Nice title eh?
Anyway, I was visiting Cassidy's blog today and had this huge comment going about enjoying baby gates while she can since when the actual Terrible 2's hit, itll be bad. Then it turned into a huge post, so im gonna keep it here instead. ^.^
Anyway, so if you have a child under 2, make use of those baby gates and cages while you can. Eventually the kids can get over them like ninjas. They can also climb walls, hide in plain sight, steal things from your pants from across the room and have the ability to locate the most breakable object in the house and promptly destroy it.
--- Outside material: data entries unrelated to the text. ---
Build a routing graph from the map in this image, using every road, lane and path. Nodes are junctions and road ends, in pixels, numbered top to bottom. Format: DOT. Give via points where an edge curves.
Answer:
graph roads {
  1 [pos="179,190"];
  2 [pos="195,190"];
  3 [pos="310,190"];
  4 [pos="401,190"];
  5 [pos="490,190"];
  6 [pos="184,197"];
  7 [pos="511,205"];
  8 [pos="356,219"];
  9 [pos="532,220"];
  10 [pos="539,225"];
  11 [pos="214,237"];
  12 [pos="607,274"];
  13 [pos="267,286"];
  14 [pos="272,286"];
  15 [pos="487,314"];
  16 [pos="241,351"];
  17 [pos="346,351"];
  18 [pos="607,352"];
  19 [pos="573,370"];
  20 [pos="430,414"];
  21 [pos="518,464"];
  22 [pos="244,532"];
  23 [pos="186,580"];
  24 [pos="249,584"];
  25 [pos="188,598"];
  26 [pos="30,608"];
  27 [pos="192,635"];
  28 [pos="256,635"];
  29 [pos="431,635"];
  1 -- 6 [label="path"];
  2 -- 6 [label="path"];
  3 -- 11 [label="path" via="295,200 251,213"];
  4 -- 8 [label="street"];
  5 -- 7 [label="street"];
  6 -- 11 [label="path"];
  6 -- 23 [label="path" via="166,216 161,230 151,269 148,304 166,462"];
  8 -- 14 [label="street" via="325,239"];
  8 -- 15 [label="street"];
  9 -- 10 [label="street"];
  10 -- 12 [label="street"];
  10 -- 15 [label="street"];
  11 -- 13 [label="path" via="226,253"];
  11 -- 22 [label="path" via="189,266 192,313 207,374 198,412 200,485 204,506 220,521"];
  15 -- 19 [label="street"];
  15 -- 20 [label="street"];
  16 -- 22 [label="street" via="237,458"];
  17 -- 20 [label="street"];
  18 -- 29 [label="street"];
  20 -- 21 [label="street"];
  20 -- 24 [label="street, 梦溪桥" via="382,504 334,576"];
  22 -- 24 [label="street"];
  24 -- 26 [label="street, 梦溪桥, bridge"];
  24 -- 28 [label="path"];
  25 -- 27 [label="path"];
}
So just a few days ago, Rienna was practicing her ninja skills and decided to promptly open up the front door with absolutely no sound at all, and make a dash for the nearest parking lot and street.
We managed to catch her before she got there, but it freaked us the hell out that she managed to get out without a sound.
So now we've turned into that crazy old guy that everybody knows that lives down the street who thinks "They" are out to get him and has booby traps all over the house and lawn.
It's true, we have bells and chimes hung up on the front door as well as her room. Plus the back sliding door has pressure bars WAAAY up high to keep the doors closed.Ive even installed an extra lock on the front door with a padlock. It's insane how good she is about managing to find a way to leave the house. Im even thinking about how useful it would be if i hung a cowbell around her waist or something.
Hopefully she'll grow out of trying to kill herself, but I dont know, she may just be Evel Knievel reincarnated. Im just waiting for when she manages to get into a stroller and roll it down the stairs for fun.
oh noes! she's awake! Ive gotta spray her down with a bottle of Ninja Begone before it gets out of hand!